How Sugar Substitutes Stack Up

A new generation of artificial sweeteners PureVia, Truvia, ZSweet, Zerose and Xagave, are here to push the old timers saccharine, aspartame, and sucralose off the market shelves. And the older lot may soon have reason to worry.

Saccharine, sold as Sweet N’ Low and named “the pink one”, was the first artificial sugar substitute to hit the market. That was back in 1957. Then aspartame under the brand names Equal and NutraSweet came along to sweeten teas and beverages. Following on its heels was sucralose, better known as Splenda. In recent years, a new generation of herbal sweeteners has made its appearance on the sugar substitute scene. So far there’s no indication that they’re breathing down the old timer’s necks. But do Saccharine & Co. have reason to worry?

Before evaluating the new guys, let’s see how the old timers were faring before stevia came along.

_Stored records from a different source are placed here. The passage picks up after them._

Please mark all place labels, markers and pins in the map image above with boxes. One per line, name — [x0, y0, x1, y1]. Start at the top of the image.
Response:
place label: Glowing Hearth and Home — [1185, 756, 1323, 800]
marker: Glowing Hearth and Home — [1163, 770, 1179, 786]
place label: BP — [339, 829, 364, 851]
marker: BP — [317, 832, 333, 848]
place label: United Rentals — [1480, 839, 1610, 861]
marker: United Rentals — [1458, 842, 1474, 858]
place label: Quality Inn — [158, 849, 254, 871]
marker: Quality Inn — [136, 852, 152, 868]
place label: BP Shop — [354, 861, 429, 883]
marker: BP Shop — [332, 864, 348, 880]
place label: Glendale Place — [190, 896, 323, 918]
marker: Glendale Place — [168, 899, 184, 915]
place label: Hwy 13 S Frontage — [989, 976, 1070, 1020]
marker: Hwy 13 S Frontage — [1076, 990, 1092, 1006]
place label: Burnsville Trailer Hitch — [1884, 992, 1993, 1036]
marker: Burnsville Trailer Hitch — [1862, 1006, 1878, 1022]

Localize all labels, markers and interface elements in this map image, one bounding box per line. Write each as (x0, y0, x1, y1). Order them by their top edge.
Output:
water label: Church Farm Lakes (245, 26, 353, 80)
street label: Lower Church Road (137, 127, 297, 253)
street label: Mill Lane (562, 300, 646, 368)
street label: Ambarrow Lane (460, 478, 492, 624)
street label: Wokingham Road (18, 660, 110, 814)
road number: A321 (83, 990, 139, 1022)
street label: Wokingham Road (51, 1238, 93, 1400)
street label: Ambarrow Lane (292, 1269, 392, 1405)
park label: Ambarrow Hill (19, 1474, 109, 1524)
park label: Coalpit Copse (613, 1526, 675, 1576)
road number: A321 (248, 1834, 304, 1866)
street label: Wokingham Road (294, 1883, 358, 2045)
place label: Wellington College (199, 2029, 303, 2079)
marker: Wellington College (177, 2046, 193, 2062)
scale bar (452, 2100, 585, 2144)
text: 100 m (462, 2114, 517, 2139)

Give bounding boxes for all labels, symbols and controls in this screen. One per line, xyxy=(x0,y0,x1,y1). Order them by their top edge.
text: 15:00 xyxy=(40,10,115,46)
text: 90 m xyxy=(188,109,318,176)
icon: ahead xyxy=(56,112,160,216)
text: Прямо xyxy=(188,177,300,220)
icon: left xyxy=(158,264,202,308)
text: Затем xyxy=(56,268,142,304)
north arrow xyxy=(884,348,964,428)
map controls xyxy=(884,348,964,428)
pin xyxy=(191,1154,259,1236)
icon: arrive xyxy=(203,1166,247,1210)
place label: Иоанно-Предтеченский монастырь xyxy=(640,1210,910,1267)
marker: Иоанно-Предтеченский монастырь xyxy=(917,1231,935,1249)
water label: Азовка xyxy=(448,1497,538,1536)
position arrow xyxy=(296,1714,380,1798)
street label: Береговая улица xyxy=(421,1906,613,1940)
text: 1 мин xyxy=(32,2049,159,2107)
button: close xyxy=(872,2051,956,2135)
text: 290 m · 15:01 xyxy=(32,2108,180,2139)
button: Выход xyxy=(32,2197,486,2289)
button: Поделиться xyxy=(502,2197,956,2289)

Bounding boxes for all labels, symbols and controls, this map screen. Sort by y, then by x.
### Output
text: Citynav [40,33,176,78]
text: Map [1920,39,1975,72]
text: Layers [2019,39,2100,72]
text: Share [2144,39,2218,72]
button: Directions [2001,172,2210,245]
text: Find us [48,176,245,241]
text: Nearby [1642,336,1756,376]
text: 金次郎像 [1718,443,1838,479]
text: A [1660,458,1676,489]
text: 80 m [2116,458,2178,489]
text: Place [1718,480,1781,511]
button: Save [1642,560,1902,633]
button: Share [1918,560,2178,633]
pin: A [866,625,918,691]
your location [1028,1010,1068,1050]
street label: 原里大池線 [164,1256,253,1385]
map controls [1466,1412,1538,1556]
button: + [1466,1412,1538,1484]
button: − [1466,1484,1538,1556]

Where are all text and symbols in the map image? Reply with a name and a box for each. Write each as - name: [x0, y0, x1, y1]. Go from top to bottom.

Saccharine, aspartame, and sucralose – all three have FDA approval. But opinion on their safety is clearly divided. The Center for Science in the Public Interest (CSPI) in particular, has never been impressed with the FDA approval of saccharine and aspartame. They point to the results of various studies they have conducted that have linked these sweeteners to cancer. The Center seems to have no problems with sucralose, though.

Now, let’s look at the recent entrants: PureVia, Truvia, ZSweet, Zerose and Xagave, which are natural sweeteners. PureVia and Truvia are made from the extract of a plant named stevia. Though this plant extract has been used by natives of South America for centuries as a natural sweetener, it has only made its presence felt in the west recently. The FDA has granted approval to these sweeteners. Stevia is 300 times sweeter than table sugar, which means that you need a very small quantity of the stuff to add sweetness to your foods and drinks. To reduce the excessive sweetness of stevia, PureVia and Truvia use erythritol, a sugar alcohol.

Following on the heels of these products have been ZSweet and Zerose. These are based purely on erythritol. The erythritol used in these sweeteners is derived from sugar, but it is calorie free. However, these sugars are only approximately 60-70 percent as sweet as sugar, so you may need to add more of these to add sweetness to your beverages. Unlike other sugar alcohols, erythritol doesn’t cause abdominal bloating. It doesn’t have a laxative effect either. All four artificial sweeteners have been luring dieters, diabetics and anyone else for who sugar is anathema though their websites, which feature conversion tables and recipes for desserts and shakes.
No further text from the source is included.